RECORD EXTRACTS below:
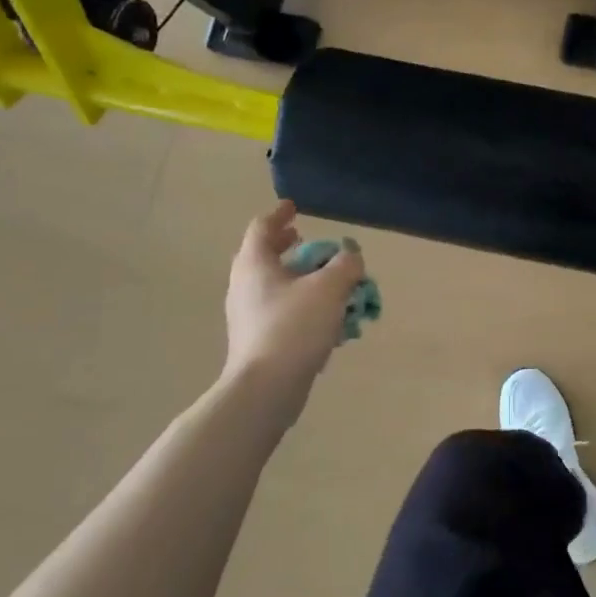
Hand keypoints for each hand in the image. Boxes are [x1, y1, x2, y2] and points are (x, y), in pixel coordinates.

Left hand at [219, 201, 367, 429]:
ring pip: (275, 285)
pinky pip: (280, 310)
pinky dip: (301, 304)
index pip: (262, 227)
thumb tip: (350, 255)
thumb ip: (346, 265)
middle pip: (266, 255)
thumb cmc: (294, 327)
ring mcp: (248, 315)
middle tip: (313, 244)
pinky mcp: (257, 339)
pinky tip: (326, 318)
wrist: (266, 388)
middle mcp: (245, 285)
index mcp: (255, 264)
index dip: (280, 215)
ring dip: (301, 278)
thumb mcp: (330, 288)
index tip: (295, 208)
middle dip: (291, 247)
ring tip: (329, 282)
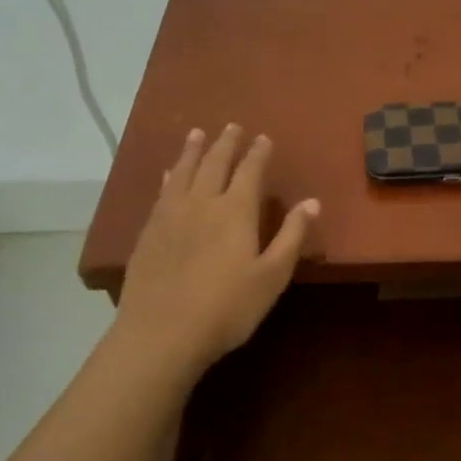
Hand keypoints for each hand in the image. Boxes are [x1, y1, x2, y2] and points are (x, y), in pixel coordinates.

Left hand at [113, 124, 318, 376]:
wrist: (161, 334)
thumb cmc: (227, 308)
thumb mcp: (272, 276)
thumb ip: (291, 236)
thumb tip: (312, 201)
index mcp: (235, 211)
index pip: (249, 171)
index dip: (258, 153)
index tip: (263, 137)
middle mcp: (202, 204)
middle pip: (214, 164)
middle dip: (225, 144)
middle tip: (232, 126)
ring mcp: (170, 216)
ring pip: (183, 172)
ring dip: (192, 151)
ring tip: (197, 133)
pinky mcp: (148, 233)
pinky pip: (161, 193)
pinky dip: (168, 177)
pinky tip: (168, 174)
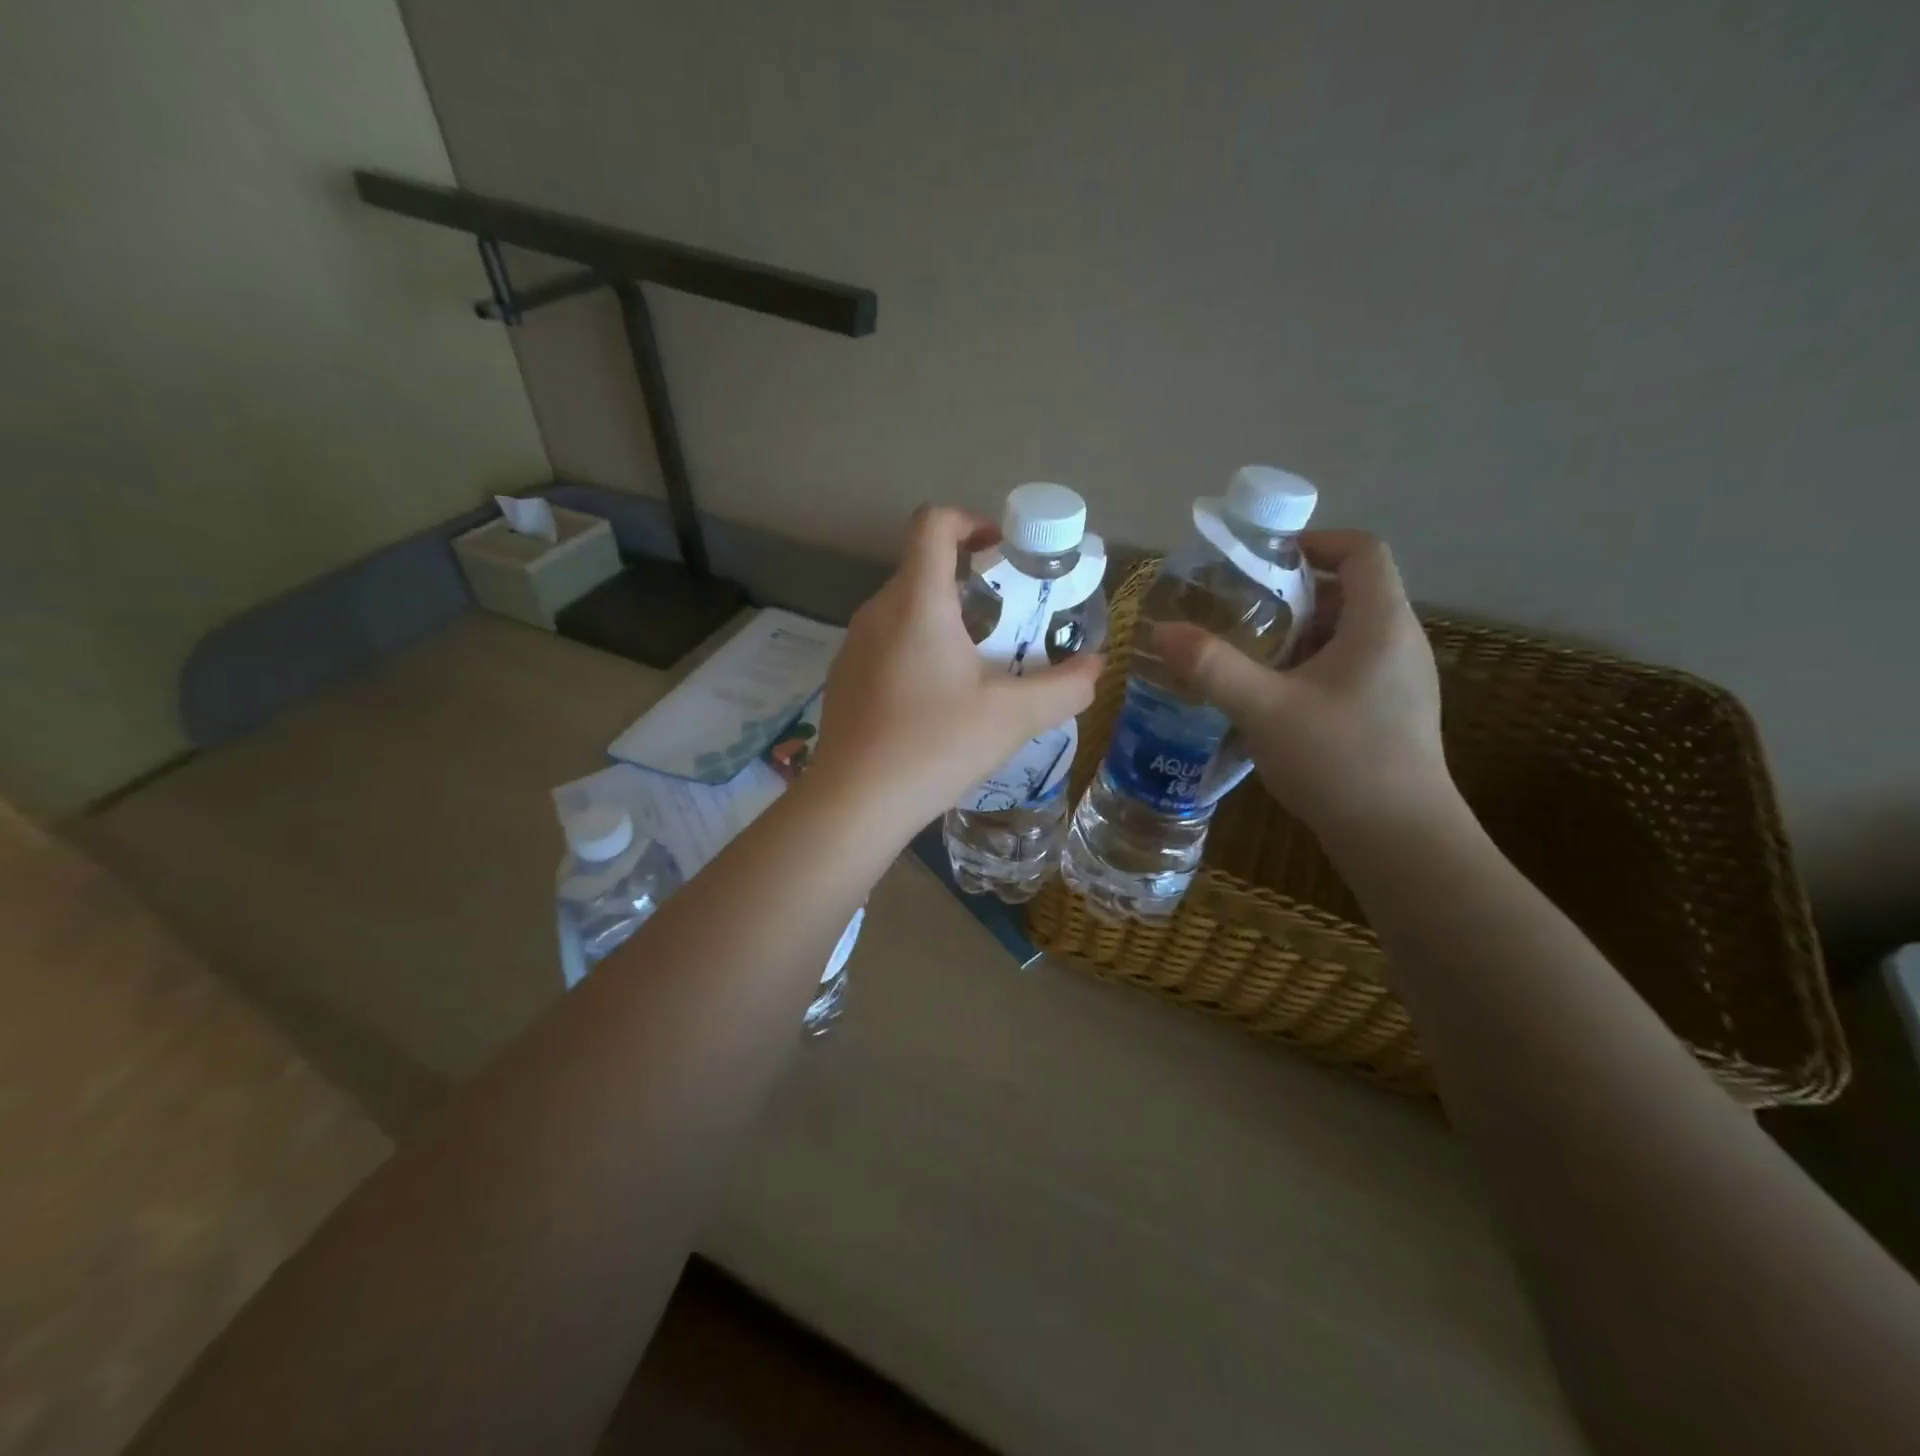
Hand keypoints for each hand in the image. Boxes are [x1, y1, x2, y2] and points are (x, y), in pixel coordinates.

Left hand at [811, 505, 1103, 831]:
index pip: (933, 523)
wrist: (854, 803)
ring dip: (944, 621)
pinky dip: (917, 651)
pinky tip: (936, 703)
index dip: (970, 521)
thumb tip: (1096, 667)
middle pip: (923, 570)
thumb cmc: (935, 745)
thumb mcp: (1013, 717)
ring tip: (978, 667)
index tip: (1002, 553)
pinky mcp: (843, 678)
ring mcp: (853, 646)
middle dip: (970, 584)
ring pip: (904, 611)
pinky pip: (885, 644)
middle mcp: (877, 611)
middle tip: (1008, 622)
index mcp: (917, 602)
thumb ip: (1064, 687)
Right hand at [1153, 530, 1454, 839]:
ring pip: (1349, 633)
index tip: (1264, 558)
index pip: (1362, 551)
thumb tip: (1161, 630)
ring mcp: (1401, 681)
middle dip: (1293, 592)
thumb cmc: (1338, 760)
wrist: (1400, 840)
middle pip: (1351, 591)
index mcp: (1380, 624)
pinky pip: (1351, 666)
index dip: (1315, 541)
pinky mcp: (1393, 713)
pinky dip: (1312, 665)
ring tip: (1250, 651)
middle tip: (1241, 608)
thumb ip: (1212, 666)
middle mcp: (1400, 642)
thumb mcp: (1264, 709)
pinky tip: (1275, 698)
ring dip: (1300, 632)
End of RECORD EXTRACTS.
- **WORK INSTRUCTIONS**: Looking at the entries above, determine how many lines contain the word "hand" and state only that number.

- **ANSWER TO THIS TASK**: 7